DATA RECORDS section start

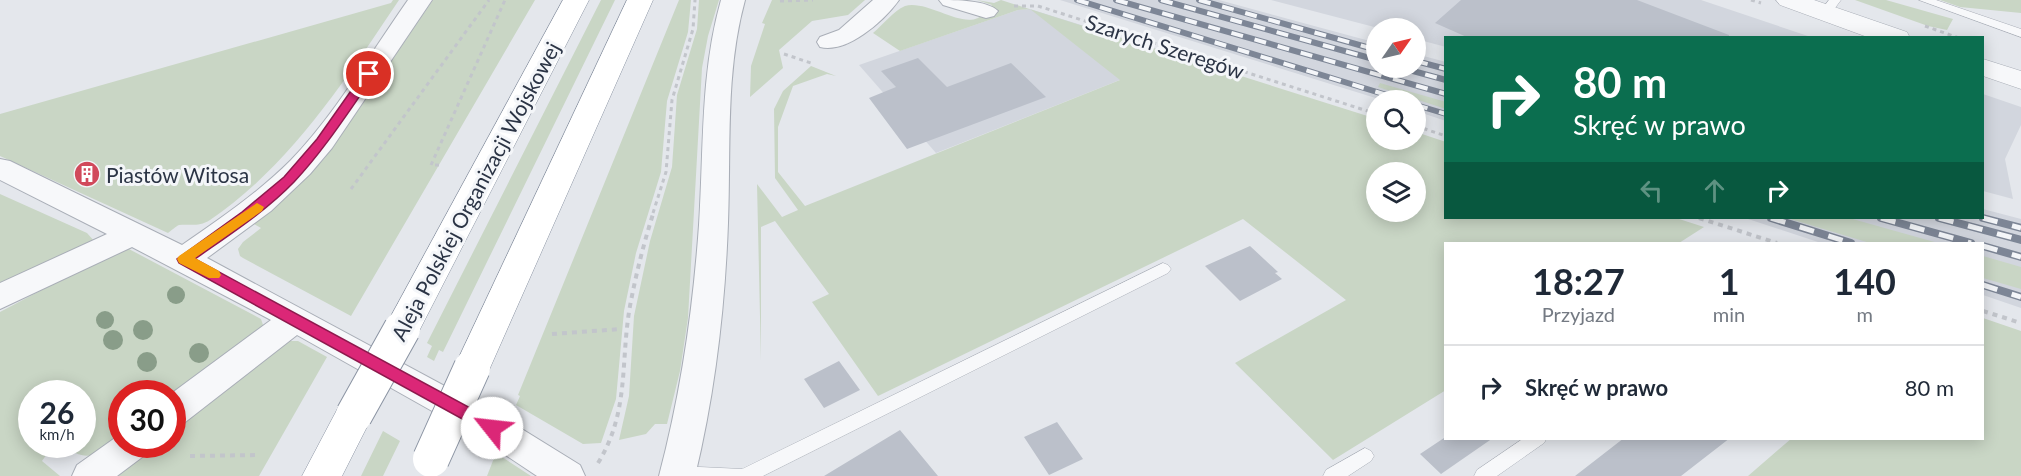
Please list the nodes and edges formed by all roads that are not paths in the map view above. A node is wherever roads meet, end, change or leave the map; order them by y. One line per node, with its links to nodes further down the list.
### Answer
1 (420, 0): 18 (street)
2 (576, 0): 29 (highway, Aleja Polskiej Organizacji Wojskowej, bridge)
3 (640, 0): 26 (highway, bridge)
4 (733, 0): 27 (street)
5 (887, 0): 13 (street)
6 (951, 0): 10 (street)
7 (1789, 0): 9 (street)
8 (1925, 0): 11 (lane)
9 (1830, 6): 12 (street)
10 (986, 11)
11 (2021, 33)
12 (1893, 36)
13 (829, 42)
14 (1984, 67): 15 (street)
15 (2021, 80)
16 (0, 168): 17 (street)
17 (133, 232): 18 (street); 20 (street)
18 (184, 259): 21 (street)
19 (1163, 269): 31 (lane)
20 (0, 297)
21 (295, 319): 22 (street); 30 (street)
22 (186, 402)
23 (1535, 440): 33 (lane)
24 (1365, 456): 32 (lane)
25 (114, 458): 28 (street)
26 (427, 468)
27 (677, 475): 31 (lane)
28 (90, 476)
29 (322, 476)
30 (567, 476)
31 (743, 476)
32 (1332, 476)
33 (1483, 476)

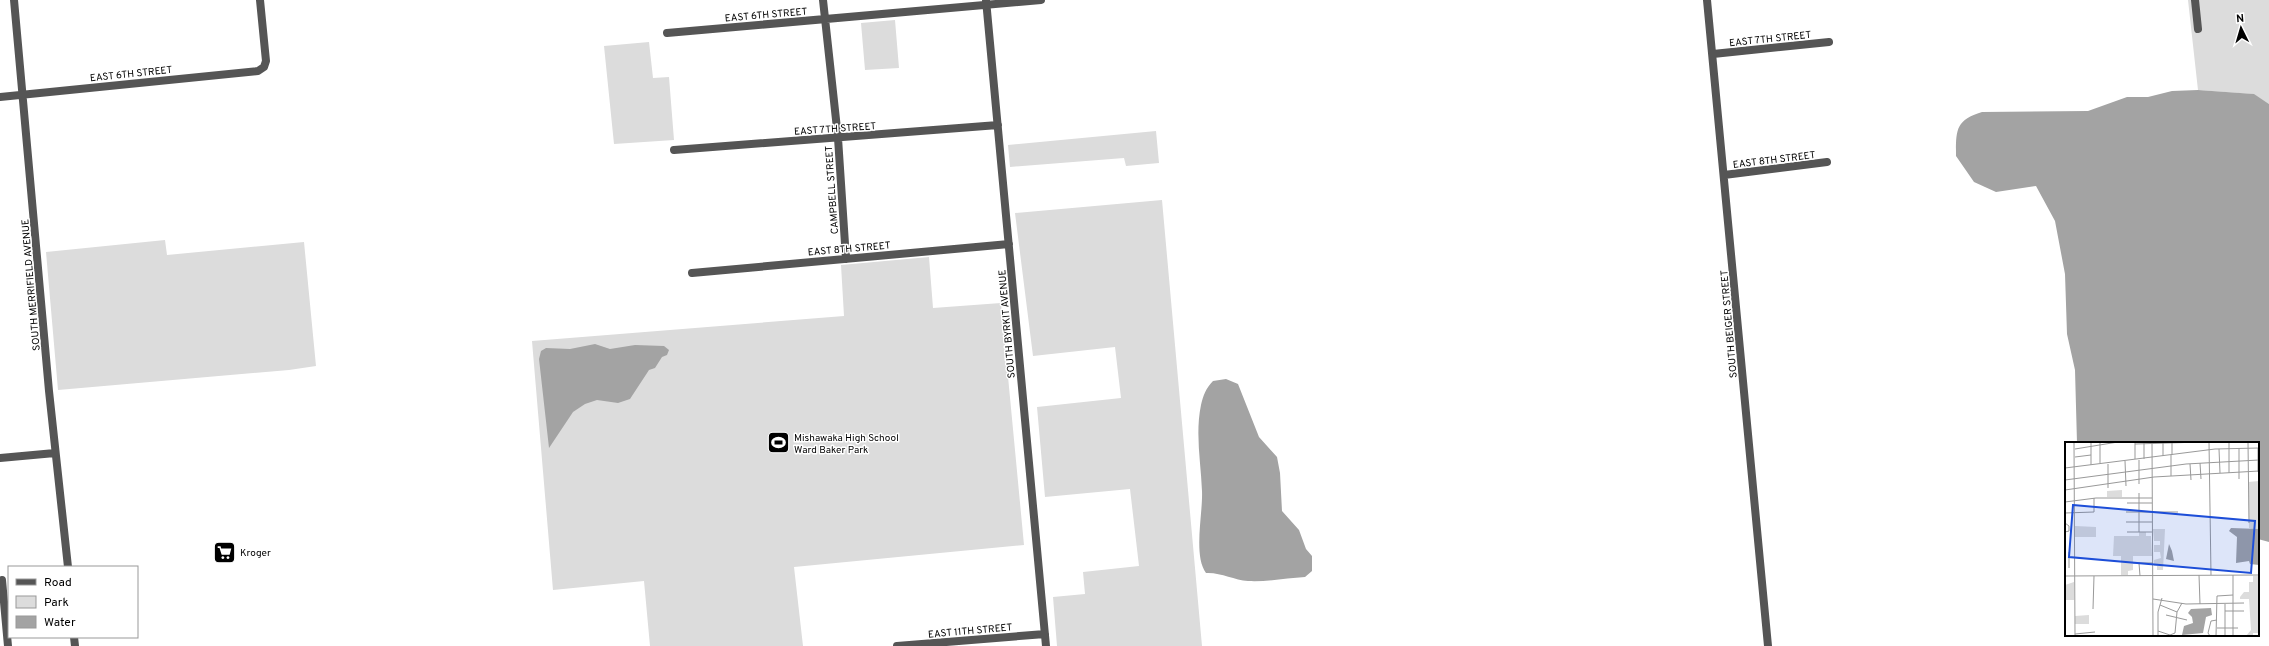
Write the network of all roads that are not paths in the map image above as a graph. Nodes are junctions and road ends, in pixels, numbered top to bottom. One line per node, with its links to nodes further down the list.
1 (14, 0): 13 (street, SOUTH MERRIFIELD AVENUE)
2 (260, 0): 13 (street, EAST 6TH STREET)
3 (823, 0): 8 (street, CAMPBELL STREET)
4 (1041, 0): 7 (street, EAST 6TH STREET)
5 (1707, 0): 12 (street, SOUTH BEIGER STREET)
6 (2195, 0): 9 (street)
7 (986, 2): 8 (street, EAST 6TH STREET); 15 (street, SOUTH BYRKIT AVENUE)
8 (825, 18): 10 (street, EAST 6TH STREET); 16 (street, CAMPBELL STREET)
9 (2198, 29)
10 (667, 33)
11 (1829, 42): 12 (street, EAST 7TH STREET)
12 (1713, 54): 19 (street, SOUTH BEIGER STREET)
13 (22, 94): 14 (street, EAST 6TH STREET); 23 (street, SOUTH MERRIFIELD AVENUE)
14 (0, 97)
15 (998, 125): 16 (street, EAST 7TH STREET); 20 (street, SOUTH BYRKIT AVENUE)
16 (838, 138): 17 (street, EAST 7TH STREET); 21 (street, CAMPBELL STREET)
17 (674, 150)
18 (1827, 162): 19 (street, EAST 8TH STREET)
19 (1724, 175): 31 (street, SOUTH BEIGER STREET)
20 (1008, 244): 21 (street, EAST 8TH STREET); 27 (street, SOUTH BYRKIT AVENUE)
21 (846, 259): 22 (street, EAST 8TH STREET)
22 (692, 273)
23 (55, 453): 24 (street); 25 (street, SOUTH MERRIFIELD AVENUE)
24 (0, 458)
25 (68, 566)
26 (4, 579): 28 (street)
27 (1045, 634): 29 (street, EAST 11TH STREET); 30 (street, SOUTH BYRKIT AVENUE)
28 (8, 646)
29 (897, 646)
30 (1046, 646)
31 (1768, 646)

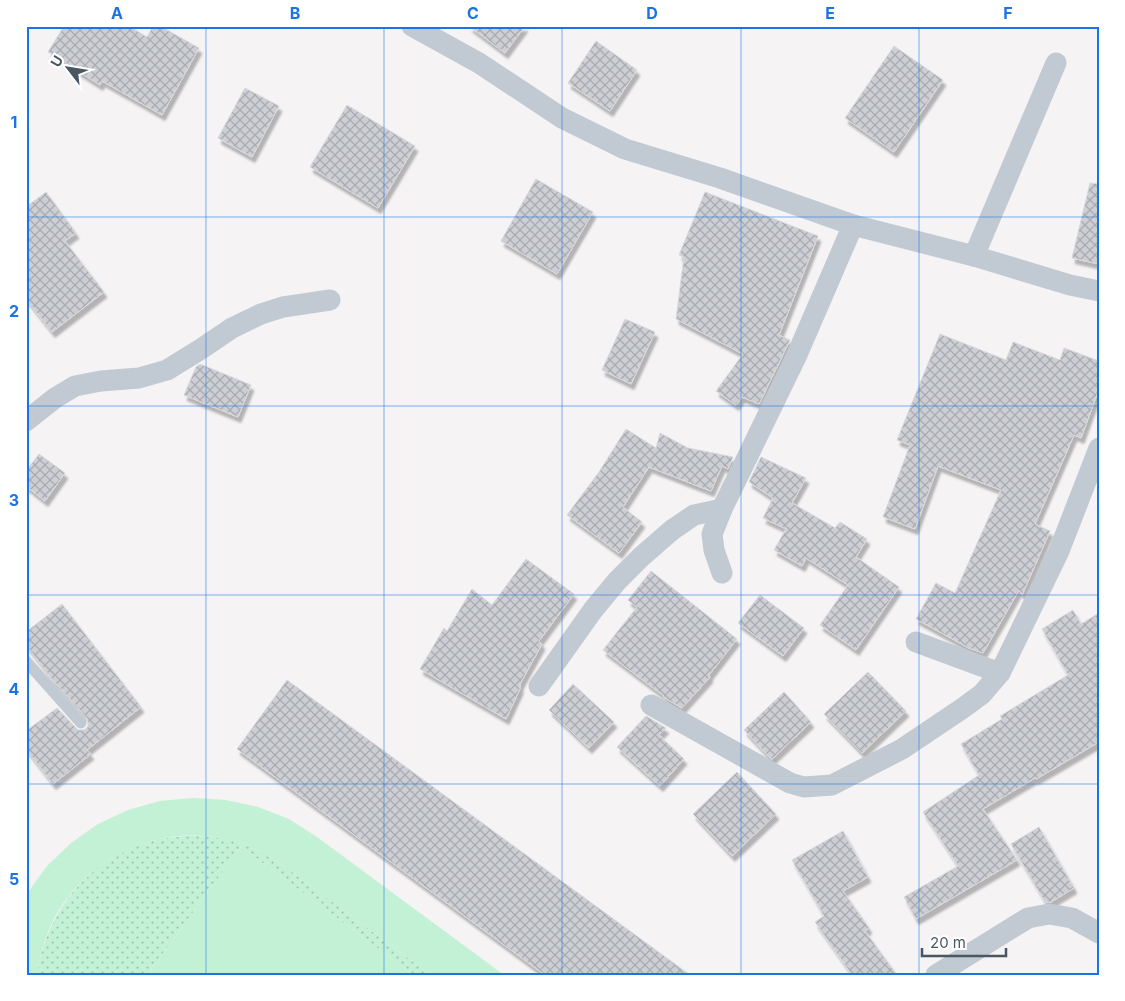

DATA RECORDS section end

WHAT THIS TASK INVOLVES: Without the pictures, return the whole of the data exactly as given.

THE COMPLETED TASK:
Please list the nodes and edges formed by all roads that are not paths in the map view above. A node is wherever roads meet, end, change or leave the map; order them by y. One line per node, with its links to nodes further down the list.
### Answer
1 (420, 0): 18 (street)
2 (576, 0): 29 (highway, Aleja Polskiej Organizacji Wojskowej, bridge)
3 (640, 0): 26 (highway, bridge)
4 (733, 0): 27 (street)
5 (887, 0): 13 (street)
6 (951, 0): 10 (street)
7 (1789, 0): 9 (street)
8 (1925, 0): 11 (lane)
9 (1830, 6): 12 (street)
10 (986, 11)
11 (2021, 33)
12 (1893, 36)
13 (829, 42)
14 (1984, 67): 15 (street)
15 (2021, 80)
16 (0, 168): 17 (street)
17 (133, 232): 18 (street); 20 (street)
18 (184, 259): 21 (street)
19 (1163, 269): 31 (lane)
20 (0, 297)
21 (295, 319): 22 (street); 30 (street)
22 (186, 402)
23 (1535, 440): 33 (lane)
24 (1365, 456): 32 (lane)
25 (114, 458): 28 (street)
26 (427, 468)
27 (677, 475): 31 (lane)
28 (90, 476)
29 (322, 476)
30 (567, 476)
31 (743, 476)
32 (1332, 476)
33 (1483, 476)

Write the network of all roads that are not paths in the map image above as a graph. Nodes are junctions and road ends, in pixels, numbered top to bottom. One line per node, with its links to nodes further down the list.
1 (14, 0): 13 (street, SOUTH MERRIFIELD AVENUE)
2 (260, 0): 13 (street, EAST 6TH STREET)
3 (823, 0): 8 (street, CAMPBELL STREET)
4 (1041, 0): 7 (street, EAST 6TH STREET)
5 (1707, 0): 12 (street, SOUTH BEIGER STREET)
6 (2195, 0): 9 (street)
7 (986, 2): 8 (street, EAST 6TH STREET); 15 (street, SOUTH BYRKIT AVENUE)
8 (825, 18): 10 (street, EAST 6TH STREET); 16 (street, CAMPBELL STREET)
9 (2198, 29)
10 (667, 33)
11 (1829, 42): 12 (street, EAST 7TH STREET)
12 (1713, 54): 19 (street, SOUTH BEIGER STREET)
13 (22, 94): 14 (street, EAST 6TH STREET); 23 (street, SOUTH MERRIFIELD AVENUE)
14 (0, 97)
15 (998, 125): 16 (street, EAST 7TH STREET); 20 (street, SOUTH BYRKIT AVENUE)
16 (838, 138): 17 (street, EAST 7TH STREET); 21 (street, CAMPBELL STREET)
17 (674, 150)
18 (1827, 162): 19 (street, EAST 8TH STREET)
19 (1724, 175): 31 (street, SOUTH BEIGER STREET)
20 (1008, 244): 21 (street, EAST 8TH STREET); 27 (street, SOUTH BYRKIT AVENUE)
21 (846, 259): 22 (street, EAST 8TH STREET)
22 (692, 273)
23 (55, 453): 24 (street); 25 (street, SOUTH MERRIFIELD AVENUE)
24 (0, 458)
25 (68, 566)
26 (4, 579): 28 (street)
27 (1045, 634): 29 (street, EAST 11TH STREET); 30 (street, SOUTH BYRKIT AVENUE)
28 (8, 646)
29 (897, 646)
30 (1046, 646)
31 (1768, 646)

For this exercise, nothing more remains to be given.